Given this landscape, and the high expectations of shareholders and state-run producers, many in the sector are looking to re-prioritize and reduce capital expenditure to improve profitability, while retaining or increasing market share.

Oversupply and Low Demand

In times of fiscal constraint, mining companies first tend to look to reduce development capital or the spending focused on new or expansion projects and infrastructure development. Given the depressed pricing environment, the addition of new capacity, or expansion of existing capacity, further weakens producers’ ability to shore up markets. Headlines around the world have focused on tens of billions of dollars in large-scale capital projects that have been put on hold, re-evaluated, re-shaped or even canceled, pending an upturn in the commodity cycle. Oversupply, fed by slowing demand, has driven down prices and prompted some operators to take aggressive steps. Glencore’s recent announcement that it would cut zinc production equal to nearly four percent of the world’s supply immediately drove up the commodity price, helping to ease concerns about the resource giant.  

A second component of capital being re-evaluated by leadership concerns sustaining capital, or the funds required to maintain current operations. At upwards of 30 percent of total capital expenditure, comprising billions of dollars in annual spend, sustaining capital offers a significant target opportunity for mining organizations to drive down costs. This is particularly the case as miners avail themselves of a range of emerging technologies to improve cost efficiency, productivity and safety.

At every mining site, equipment and machinery has to be replaced and power, water and communications needs must be met. Increasingly, the connections between greater resource efficiency and improved financial performance are being made clear. Low-cost natural gas and renewable energy resources not only create opportunities to reduce power costs but can afford projects greater sustainability and resilience.

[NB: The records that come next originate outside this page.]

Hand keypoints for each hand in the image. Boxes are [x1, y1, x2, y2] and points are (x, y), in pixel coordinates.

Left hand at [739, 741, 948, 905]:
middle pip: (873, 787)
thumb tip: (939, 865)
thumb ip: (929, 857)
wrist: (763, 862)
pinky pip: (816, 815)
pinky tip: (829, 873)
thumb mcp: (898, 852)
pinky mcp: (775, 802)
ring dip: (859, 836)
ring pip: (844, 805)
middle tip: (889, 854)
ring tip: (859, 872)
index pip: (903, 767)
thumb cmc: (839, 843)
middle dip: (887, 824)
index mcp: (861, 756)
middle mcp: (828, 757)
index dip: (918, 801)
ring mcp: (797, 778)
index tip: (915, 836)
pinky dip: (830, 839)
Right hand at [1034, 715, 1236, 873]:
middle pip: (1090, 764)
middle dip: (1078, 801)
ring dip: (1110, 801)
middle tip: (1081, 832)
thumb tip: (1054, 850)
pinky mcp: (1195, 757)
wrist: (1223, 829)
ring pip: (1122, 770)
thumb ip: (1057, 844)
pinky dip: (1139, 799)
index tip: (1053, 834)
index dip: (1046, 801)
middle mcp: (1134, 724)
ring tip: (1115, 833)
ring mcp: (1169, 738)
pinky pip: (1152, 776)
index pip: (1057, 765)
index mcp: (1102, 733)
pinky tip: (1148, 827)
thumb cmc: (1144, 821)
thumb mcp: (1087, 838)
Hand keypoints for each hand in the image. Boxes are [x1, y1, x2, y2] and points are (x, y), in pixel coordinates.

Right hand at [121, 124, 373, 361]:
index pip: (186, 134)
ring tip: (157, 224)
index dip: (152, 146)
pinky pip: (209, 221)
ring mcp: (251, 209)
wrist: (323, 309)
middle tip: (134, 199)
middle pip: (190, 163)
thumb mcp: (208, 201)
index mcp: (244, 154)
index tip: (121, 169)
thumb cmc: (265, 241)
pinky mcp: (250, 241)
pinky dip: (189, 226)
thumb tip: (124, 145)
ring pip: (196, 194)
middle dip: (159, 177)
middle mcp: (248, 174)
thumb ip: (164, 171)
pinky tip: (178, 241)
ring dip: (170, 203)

Water, which often requires significant amounts of energy to treat, pump and transport, offers another major opportunity for operational cost savings. 

From our perspective, the increased focus on sustainability, energy efficiency, resilience and improved financial performance can often be enhanced through focus on efficient management of sustaining capital spend.

Following the Rules 

In mining, like many other resource intensive industries, there is a continuing evolution in the global regulatory landscape that can impact operators to varying degrees. For example, in the United States, the new Clean Power Plan focuses on the electric sector, but may impact the ability of miners to derive power from traditional coal power plants, including on-site units. Unfolding compliance regimes may require miners to consider various planning scenarios including the retirement of coal units or costly retrofits, replacement with natural gas, or the incorporation of renewables into their generation mix.

Resilience planning is another area where opportunities exist to leverage sustaining capital to enhance the organization. Across the globe some of the largest and most important mining projects are in regions identified as susceptible to the impacts of climate change, which include water shortages or flooding and inconsistent power resources. Investments in water treatment and re-use, renewable energy and battery storage, and increasingly, more capable telecommunications networks are keys to risk mitigation and ensuring continuity of operations. While nothing can guarantee that a project site won’t be impacted by water shortages (or excesses) or a power grid failure following a weather or geological event, the ability to restore operations faster can have significant bottom-line effects.

Outside of capital management programs, the sector has an opportunity to apply the lessons of other industries – particularly, the power sector – that have evolved through deregulation or other market forces. Historically, mining projects have been planned as comprehensive projects with mining companies serving as both developer and owner. In many cases, mining firms have owned not just the production site but also the port, railways and other infrastructure that delivered necessary water, fuel and other resources. 

Such strategies may give the operation complete control over the production chain, but they also place the entire capital development cost squarely on the miner’s balance sheet. Such realities make diversification, and its subsequent shedding of risk, an important consideration. 

Off-loading infrastructure elements such as power and water supply can take away significant cost obligations and sharing of risk. Rather than funding, developing and owning their own mega-infrastructure, mining companies are actively investigating the sharing and outsourcing of major infrastructure projects such as water, power, rail and port facilities. This provides the opportunity to remove these assets off-balance sheet and improve the project financials. Alternatives such as long-term power purchasing agreements (PPA), or the leasing or rental of large-scale solar arrays from third-party investors, could allow mines to reap renewables’ benefits without prohibitive upfront costs. 

In some cases, excess electricity can be sold back to the grid for use by nearby consumers. A unique marriage of renewables and the PPA business model was recently unveiled in Australia, where Rio Tinto’s bauxite mine at Weipa will be powered by a 1.7 MW solar array. Under a 15-year PPA, Rio Tinto has agreed to buy electricity generated by the array. Rio Tinto projects that energy from the solar array will save as much as 600,000 litres of diesel annually and sharply cut greenhouse gas emissions.

As stock prices decline, new emphasis is being placed on energy efficiency efforts, significant business restructuring measures and a focus on core, performing assets. These latter efforts may include asset sales and the adoption of new approaches to portfolio development previously implemented in sectors like power and finance. 

Black & Veatch’s team of industry professionals are exploring these scenarios, and how the industry is addressing resilience as climate change impacts their business.

For operators, the sheer scale and time horizon of mining projects creates a built-in buffer to certain elements of shorter-term volatility. Given the cyclical nature of the sector, those companies that are successful in improving productivity and operational efficiencies will drive down costs and be well-positioned to weather the current tough downturn.

Though the industry may now be looking at reducing output and scrutinizing overheads, its leaders are looking at what investments are needed to prepare for the next upswing and where those investments should be made.